E-E-A-T stands for Experience, Expertise, Authoritativeness, and Trust. The audit scores these as separate trust signals because they are partly qualitative and should not be mixed into the deterministic technical SEO score.

The dimensions are:

DimensionWhat it means
First-hand experienceDoes the content show real usage, original examples, or lived expertise?
Subject-matter expertiseDoes the page demonstrate knowledge beyond generic summaries?
AuthoritativenessAre there brand, author, entity, or external authority signals?
TrustAre claims accurate, transparent, safe, and easy to verify?
Authorship & date transparencyCan readers see who wrote it and when it was updated?
Sourced claims & citationsAre important claims supported by named sources or citations?

Low E-E-A-T scores usually mean the page is anonymous, undated, unsourced, generic, or missing proof that the brand has real expertise in the topic.

Key Findings

Key Findings are grouped under the same categories used in Score Breakdown. Within each category, they are ordered by severity:

  • Critical: can block indexing, create major crawl failures, or create serious visibility risk
  • High: should be fixed soon because it can materially affect rankings or crawl quality
  • Medium: meaningful improvement, usually fix this month
  • Low: cleanup, opportunity, or best-practice improvement

Green is not used for problems. If an item needs fixing, it appears as urgent red, important amber, or lower-priority grey.

When a finding affects many pages, the report can provide CSV evidence. These files list affected URLs and reasons where page-level crawl evidence is available.

Examples:

  • Thin content pages: URLs where the crawl flagged low content depth or low content-to-template ratio
  • Non-indexable pages: URLs and reasons such as robots.txt, noindex, redirect, or canonical handling
  • Render-blocking resources: pages where render-blocking resource checks were triggered
  • Broken links: source pages and broken target URLs

Recommendations

Recommendations are action plans, not a repeat of findings. They explain what to fix, where to start, and which existing AITasker Digital Marketing task type fits when there is a clean match.

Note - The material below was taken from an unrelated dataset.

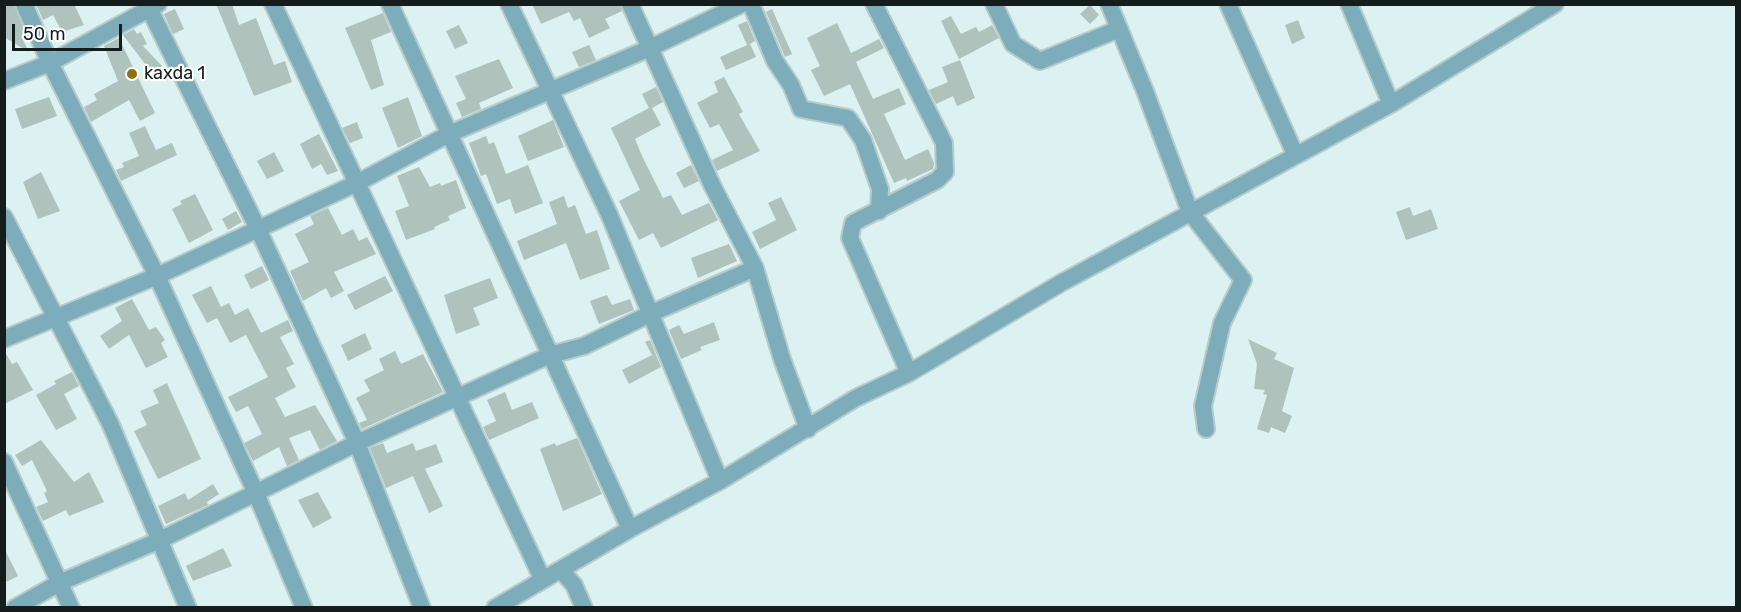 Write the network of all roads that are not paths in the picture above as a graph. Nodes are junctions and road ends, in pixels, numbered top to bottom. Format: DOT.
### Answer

Current SEO-related task type matches include:

  • Schema Markup (JSON-LD)
  • URL Redirect Map
  • Robots.txt & Sitemap
  • Keyword Research List
  • SEO Strategy
  • SEO Audit

Some issues do not map neatly to existing task types. Useful future task types would include Core Web Vitals Fix Plan, Internal Linking Cleanup, Indexability Recovery, Image SEO Cleanup, E-E-A-T Content Refresh, and AI Search Visibility Plan.

CSV Evidence Files

CSV files are stored with the audit output files in the SEO Audit folder for the account. They are meant to answer the question: which pages are affected?

Each CSV includes fields such as:

  • URL
  • issue code
  • issue name
  • category
  • severity
  • reason
  • status code
  • title
  • target URL for broken links

The score uses the authoritative aggregate counts from the audit. CSV rows may be capped samples when a site has more affected URLs than the export limit.

How to Use the Report

Start with the Executive Summary, then inspect the weakest three category drilldowns. Next, open Key Findings and download CSVs for any issue affecting many pages. Finally, use Recommendations to plan fixes in severity order.

The best first fixes are usually:

  1. Critical crawlability and indexability issues
  2. High-severity redirect, canonical, and server-error problems
  3. Thin or duplicate content across many URLs
  4. Core Web Vitals issues affecting important pages
  5. Structured data, E-E-A-T, and AI-search improvements that make your content easier to cite

The goal is not just to make the score higher. The goal is to make the site easier for users, search engines, and AI answer engines to understand, trust, crawl, and recommend.